Here are the details of my situation. I'm using the following code to implement memoization, adapted from this answer:
/**
* Memoizes a unary function
* #param f the function to memoize
* #tparam T the argument type
* #tparam R the result type
*/
class Memoized[-T, +R](f: T => R) extends (T => R) {
import scala.collection.mutable
private[this] val cache = mutable.Map.empty[T, R]
def apply(x: T): R = cache.getOrElse(x, {
val y = f(x)
cache += ((x, y))
y
})
}
In my project, I'm memoizing Futures to deduplicate asynchronous API calls. This worked fine when using for...yield to map over the resulting futures, created with the standard ExcecutionContext, but when I upgraded to Scala Async for nicer handling of these futures. However, I realized that the multithreading that library uses allowed multiple threads to enter apply, defeating memoization, because the async blocks all executed in parallel, entering the "orElse" thunk before cache could be updated with a new Future.

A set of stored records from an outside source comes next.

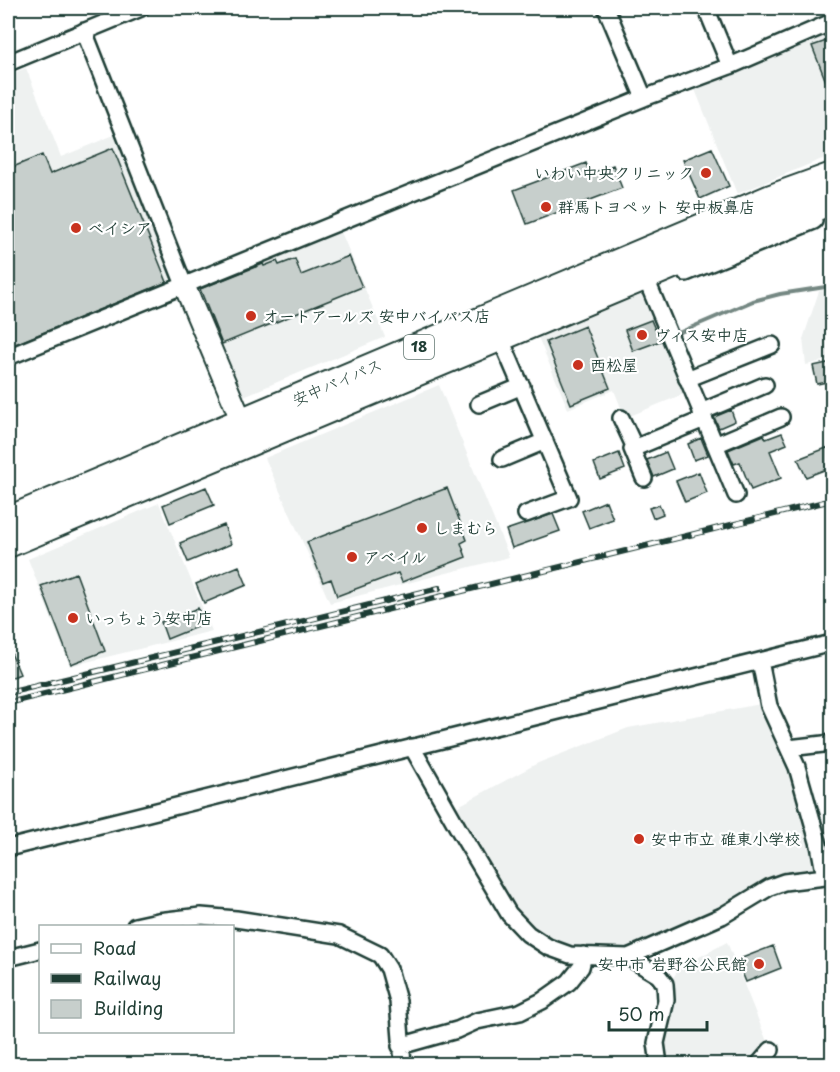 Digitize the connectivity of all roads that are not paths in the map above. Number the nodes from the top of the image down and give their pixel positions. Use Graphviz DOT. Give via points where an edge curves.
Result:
graph roads {
  1 [pos="141,8"];
  2 [pos="606,8"];
  3 [pos="706,8"];
  4 [pos="832,22"];
  5 [pos="84,31"];
  6 [pos="8,63"];
  7 [pos="730,66"];
  8 [pos="644,98"];
  9 [pos="832,176"];
  10 [pos="832,201"];
  11 [pos="832,214"];
  12 [pos="644,273"];
  13 [pos="184,285"];
  14 [pos="496,327"];
  15 [pos="772,345"];
  16 [pos="8,357"];
  17 [pos="687,379"];
  18 [pos="765,385"];
  19 [pos="522,386"];
  20 [pos="478,404"];
  21 [pos="703,416"];
  22 [pos="781,417"];
  23 [pos="621,418"];
  24 [pos="246,432"];
  25 [pos="545,441"];
  26 [pos="715,445"];
  27 [pos="635,448"];
  28 [pos="502,459"];
  29 [pos="644,478"];
  30 [pos="736,495"];
  31 [pos="525,514"];
  32 [pos="8,520"];
  33 [pos="8,544"];
  34 [pos="832,643"];
  35 [pos="760,662"];
  36 [pos="832,742"];
  37 [pos="412,747"];
  38 [pos="789,748"];
  39 [pos="8,848"];
  40 [pos="829,877"];
  41 [pos="143,925"];
  42 [pos="39,950"];
  43 [pos="584,955"];
  44 [pos="628,957"];
  45 [pos="8,958"];
  46 [pos="400,1046"];
  47 [pos="771,1050"];
  48 [pos="403,1065"];
  49 [pos="659,1065"];
  50 [pos="759,1065"];
  1 -- 5 [label="street"];
  2 -- 8 [label="street"];
  3 -- 7 [label="street"];
  4 -- 7 [label="street"];
  5 -- 6 [label="street"];
  5 -- 13 [label="street"];
  7 -- 8 [label="street"];
  8 -- 13 [label="street"];
  9 -- 12 [label="highway, 安中バイパス / 18" via="771,198"];
  10 -- 12 [label="highway, 安中バイパス / 18"];
  11 -- 12 [label="street"];
  12 -- 14 [label="highway, 安中バイパス / 18"];
  12 -- 17 [label="street"];
  13 -- 16 [label="street"];
  13 -- 24 [label="street"];
  14 -- 19 [label="street"];
  14 -- 24 [label="highway, 安中バイパス / 18"];
  15 -- 17 [label="street"];
  17 -- 21 [label="street"];
  18 -- 21 [label="street"];
  19 -- 20 [label="street"];
  19 -- 25 [label="street"];
  21 -- 26 [label="street"];
  21 -- 27 [label="street"];
  22 -- 26 [label="street"];
  23 -- 27 [label="street"];
  24 -- 32 [label="highway, 安中バイパス / 18"];
  24 -- 33 [label="highway, 安中バイパス / 18"];
  25 -- 28 [label="street"];
  25 -- 31 [label="street" via="568,498"];
  26 -- 30 [label="street"];
  27 -- 29 [label="street" via="632,449"];
  34 -- 35 [label="street"];
  35 -- 37 [label="street"];
  35 -- 38 [label="street" via="769,706"];
  36 -- 38 [label="street"];
  37 -- 39 [label="street"];
  37 -- 43 [label="street" via="509,914 548,947 570,955"];
  38 -- 40 [label="street"];
  40 -- 44 [label="street" via="770,887 722,916"];
  41 -- 46 [label="street" via="201,916 339,935 380,955 389,969 398,1001"];
  42 -- 45 [label="street"];
  43 -- 44 [label="street"];
  43 -- 46 [label="street" via="581,967 569,982 542,1001 519,1012"];
  44 -- 49 [label="street" via="658,975 665,984 666,1000 656,1043"];
  46 -- 48 [label="street"];
  47 -- 50 [label="street"];
}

To work around this, I put the main apply function in a this.synchronized block:
def apply(x: T): R = this.synchronized {
cache.getOrElse(x, {
val y = f(x)
cache += ((x, y))
y
})
}
This restored the memoized behavior. The drawback is that this will block calls with different params, at least until the Future is created. I'm wondering if there is a way to set up finer grained synchronization on the combination of the Memoized instance and the value of the x parameter to apply. That way, only calls that would be deduplicated will be blocked.
As a side note, I'm not sure this is truly performance critical, because the synchronized block will release once the Future is created and returned (I think?). But if there are any concerns with this that I'm not thinking of, I would also like to know.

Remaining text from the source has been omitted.